SPECIAL MESSAGES TO CONGRESS.

THE GREAT SIOUX RESERVATION.

To the Senate and House of Representatives:

In pursuance of the power vested in me by the terms of the last clause of section 3 of the act of Congress approved March 2, 1889, entitled "An act making appropriations for the current and contingent expenses of the Indian Department, and for fulfilling treaty stipulations with various Indian tribes, for the year ending June 30, 1890, and for other purposes," a commission as therein authorized was appointed, consisting of Charles Foster of Ohio, William Warner of Missouri, and General George Crook of the United States Army. This Commission was specially instructed to present to the Sioux Indians occupying the Great Sioux Reservation, for their acceptance thereof and consent thereto in manner and form as therein provided, the act of Congress approved March 2, 1889, entitled "An act to divide a portion of the reservation of the Sioux Nation of Indians in Dakota into separate reservations, and to secure the relinquishment of the Indian title to the remainder, and for other purposes."

The report of the Commission was submitted to me on the 24th day of December, 1889, and is, with the accompanying documents and a letter of the Secretary of the Interior, herewith transmitted for the information of Congress. It appears from the report of the Commission that the consent of more than three-fourths of the adult Indians to the terms of the act last named was secured, as required by section 12 of the treaty of 1868, and upon a careful examination of the papers submitted I find such to be the fact, and that such consent is properly evidenced by the signatures of more than threefourths of such Indians.
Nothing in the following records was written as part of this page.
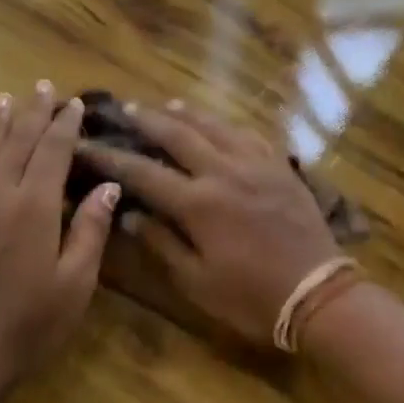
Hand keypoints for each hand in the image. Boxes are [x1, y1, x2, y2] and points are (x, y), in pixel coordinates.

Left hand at [0, 82, 118, 390]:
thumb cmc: (31, 324)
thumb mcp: (76, 281)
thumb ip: (91, 230)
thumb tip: (108, 187)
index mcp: (34, 206)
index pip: (53, 151)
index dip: (65, 125)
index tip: (74, 102)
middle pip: (18, 144)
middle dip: (33, 114)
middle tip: (43, 87)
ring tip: (3, 100)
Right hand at [75, 102, 339, 346]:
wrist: (317, 292)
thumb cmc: (251, 297)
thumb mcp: (197, 281)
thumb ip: (161, 243)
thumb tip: (130, 214)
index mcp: (198, 203)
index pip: (143, 172)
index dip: (110, 157)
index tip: (86, 144)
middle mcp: (224, 172)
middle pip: (178, 135)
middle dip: (147, 120)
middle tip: (125, 109)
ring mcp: (257, 165)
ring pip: (216, 127)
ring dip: (188, 114)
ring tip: (168, 105)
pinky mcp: (281, 168)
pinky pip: (250, 135)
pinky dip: (228, 125)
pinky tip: (221, 125)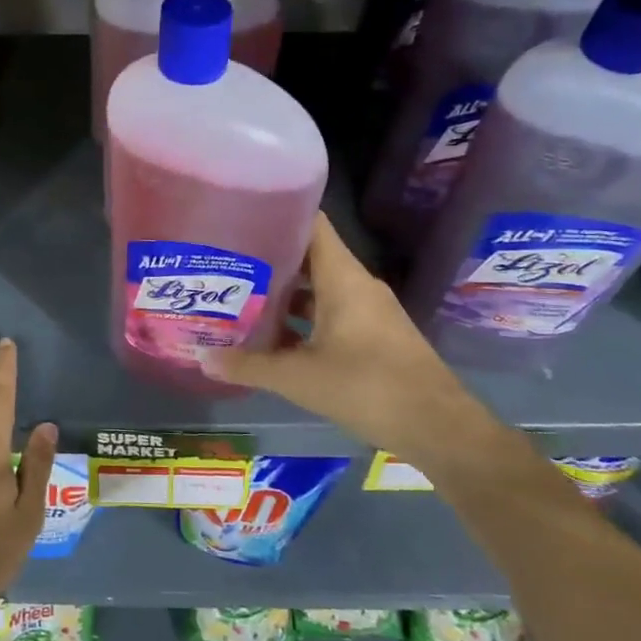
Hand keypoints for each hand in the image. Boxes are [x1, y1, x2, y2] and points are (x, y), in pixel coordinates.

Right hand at [204, 212, 470, 455]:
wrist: (438, 427)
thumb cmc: (367, 387)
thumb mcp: (299, 378)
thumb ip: (249, 366)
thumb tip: (202, 359)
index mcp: (342, 277)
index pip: (311, 223)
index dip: (278, 213)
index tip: (241, 214)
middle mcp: (357, 285)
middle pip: (309, 256)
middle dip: (269, 259)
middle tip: (227, 261)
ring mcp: (369, 310)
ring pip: (319, 288)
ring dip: (285, 293)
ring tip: (241, 296)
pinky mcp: (374, 335)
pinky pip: (331, 313)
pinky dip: (303, 319)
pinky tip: (274, 336)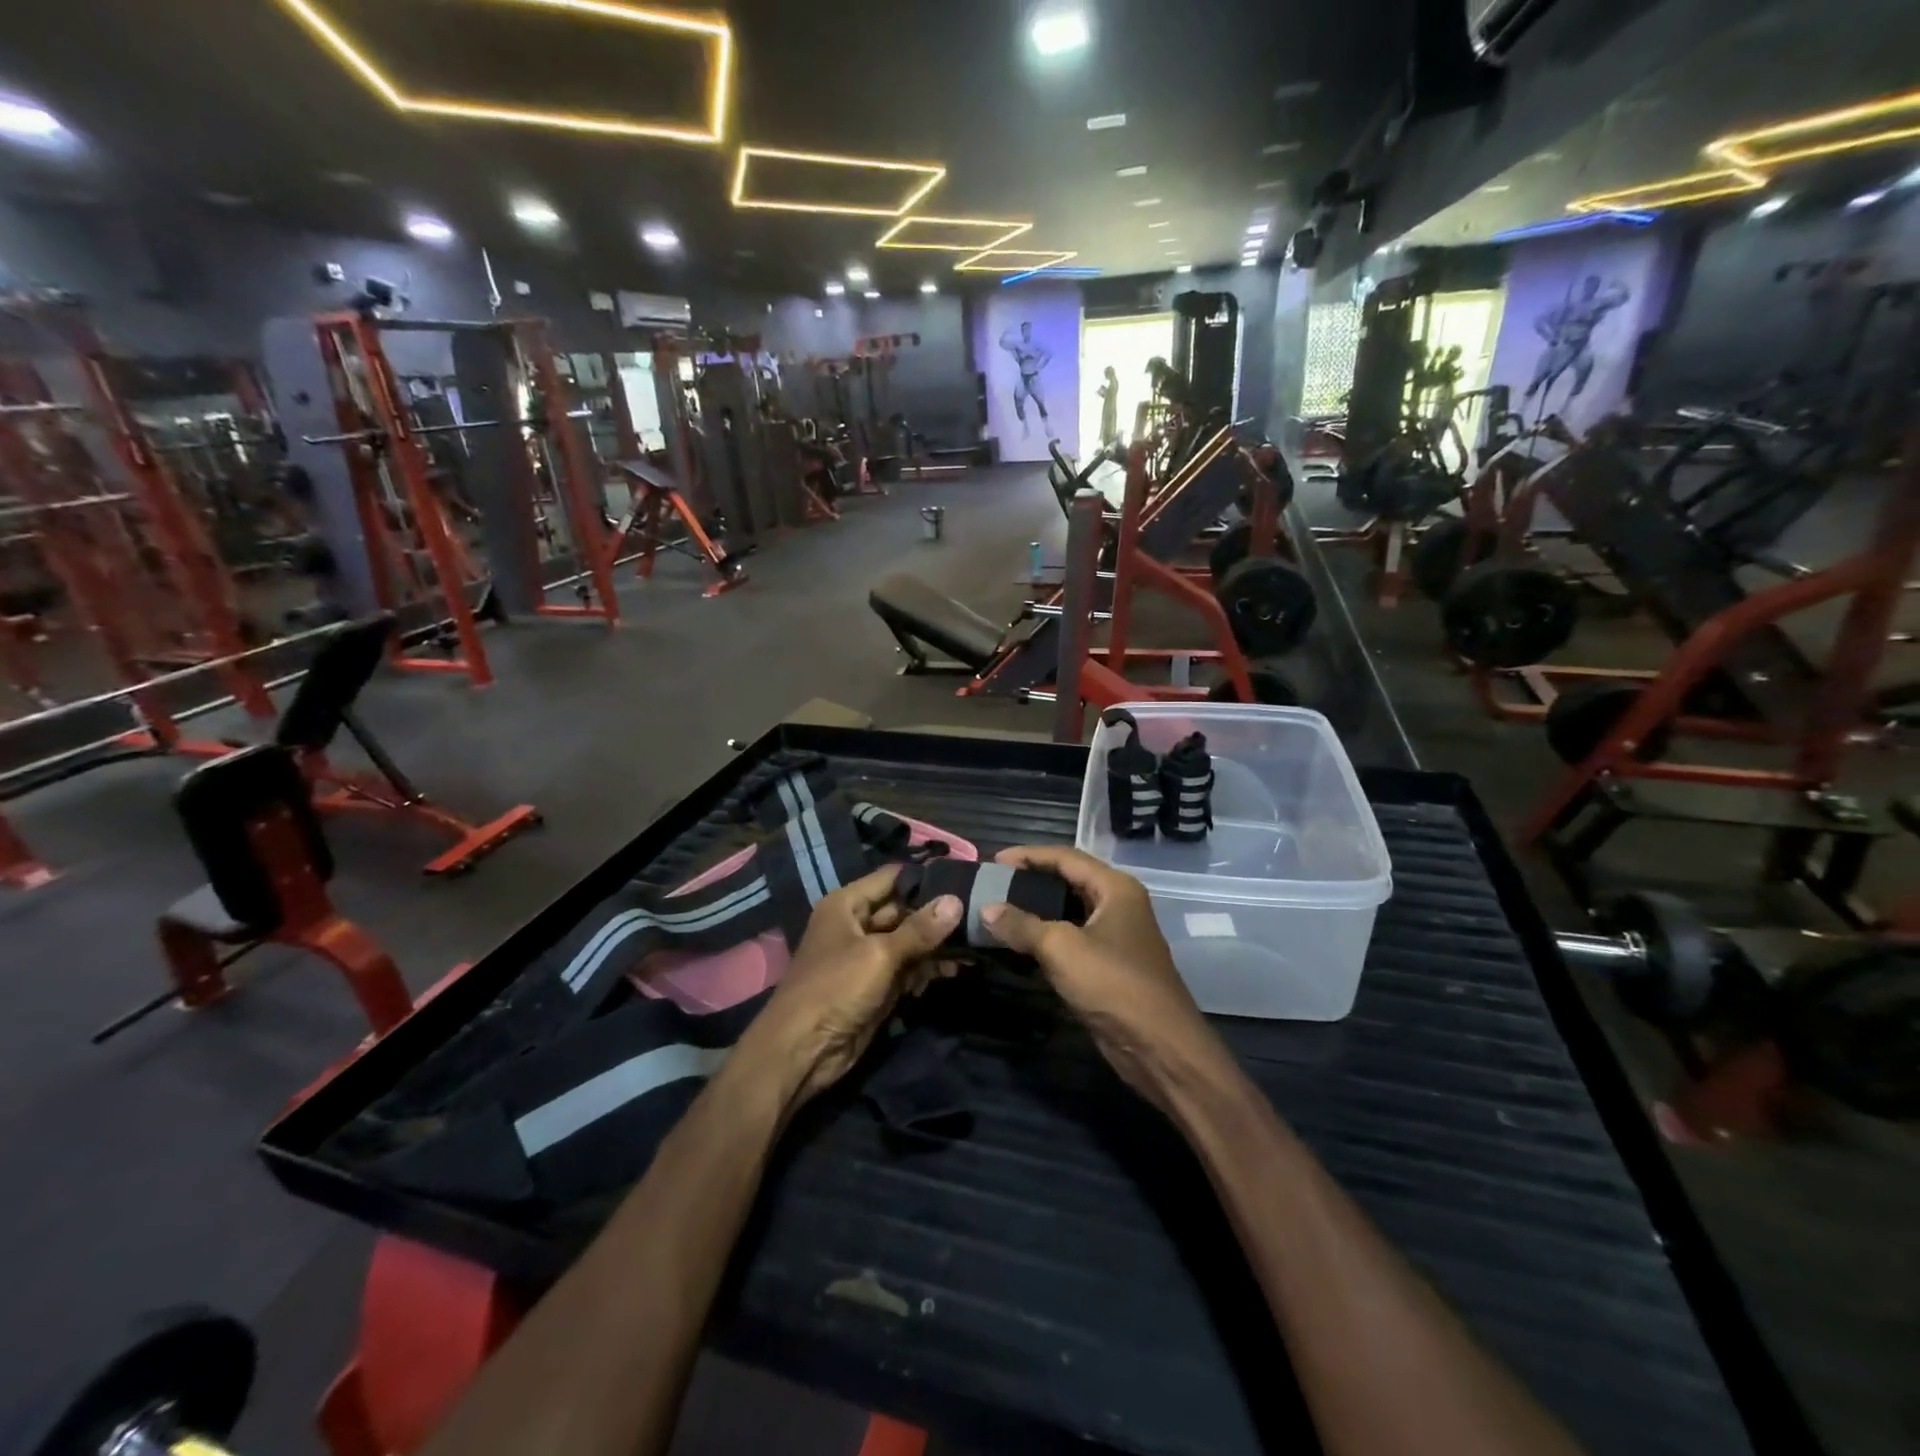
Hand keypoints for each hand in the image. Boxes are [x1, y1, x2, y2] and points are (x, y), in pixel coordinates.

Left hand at [736, 865, 960, 1109]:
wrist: (803, 1051)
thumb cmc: (835, 988)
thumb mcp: (879, 954)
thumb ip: (919, 929)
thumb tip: (956, 900)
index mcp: (847, 905)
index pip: (892, 879)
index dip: (925, 878)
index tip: (965, 879)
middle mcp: (856, 925)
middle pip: (903, 911)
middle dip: (937, 915)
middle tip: (979, 914)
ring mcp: (867, 958)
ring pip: (909, 942)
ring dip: (936, 946)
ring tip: (975, 945)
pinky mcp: (876, 987)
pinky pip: (907, 970)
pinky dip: (927, 970)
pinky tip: (955, 971)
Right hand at [981, 846, 1228, 1111]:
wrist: (1158, 1046)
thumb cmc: (1113, 984)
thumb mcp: (1061, 948)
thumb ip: (1021, 925)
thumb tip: (986, 909)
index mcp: (1115, 888)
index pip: (1066, 857)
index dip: (1029, 855)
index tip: (994, 861)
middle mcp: (1118, 905)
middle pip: (1068, 881)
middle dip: (1031, 881)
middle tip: (994, 885)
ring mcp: (1115, 937)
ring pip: (1068, 913)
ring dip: (1036, 911)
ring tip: (999, 911)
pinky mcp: (1108, 966)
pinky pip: (1070, 941)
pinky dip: (1045, 938)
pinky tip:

At the outset of the negotiations the Commission was confronted by certain questions as to the interpretation and effect of the act of Congress which they were presenting for the acceptance of the Indians. Upon two or three points of some importance the Commission gave, in response to these inquiries, an interpretation to the law, and it was the law thus explained to them that was accepted by the Indians. The Commissioners had no power to bind Congress or the Executive by their construction of a statute, but they were the agents of the United States, first to submit a definite proposition for the acceptance of the Indians, and, that failing, to agree upon modified terms, to be submitted to Congress for ratification. They were dealing with an ignorant and suspicious people, and an explanation of the terms, and effect of the offer submitted could not be avoided. Good faith demands that if the United States expects the lands ceded, the beneficial construction of the act given by our agents should be also admitted and observed.

The chief difficulty in the construction of the act grows out of its relation to prior treaties, which were by section 19 continued in force so far as they are not in conflict with the terms of the act. The seventh article of the treaty of 1868, relating to schools and school-houses, is by section 17 of the act continued in force for twenty years, "subject to such modifications as Congress shall deem most effective to secure to said Indians equivalent benefits of such education."

Section 7 of the treaty of 1868 provides only for instruction in the "elementary branches of an English education," while section 17 of the act, after continuing this section of the treaty in force, provides a fund which is to be applied "for the promotion of industrial and other suitable education among said Indians." Again, section 7 of the treaty provides for the erection of a schoolhouse for every thirty children who can be induced to attend, while section 20 of the act requires the erection of not less than thirty school-houses, and more if found necessary.

The Commissioners were asked by the Indians whether the cost of the English schools provided for in section 7 of the treaty, and of the school houses provided for in the same section, and in section. 20 of the act, would be a charge against the proceeds of the lands they were now asked to cede to the United States. This question was answered in the negative, and I think the answer was correct. If the act, without reference to section 7 of the treaty, is to be construed to express the whole duty of the Government towards the Indians in the matter of schools, the extension for twenty years of the provisions of that section is without meaning.

The assurance given by the Commissioners that the money appropriated by section 27 of the act to pay certain bands for the ponies taken by the military authorities in 1876 would not be a charge against the proceeds of the ceded lands was obviously a correct interpretation of the law.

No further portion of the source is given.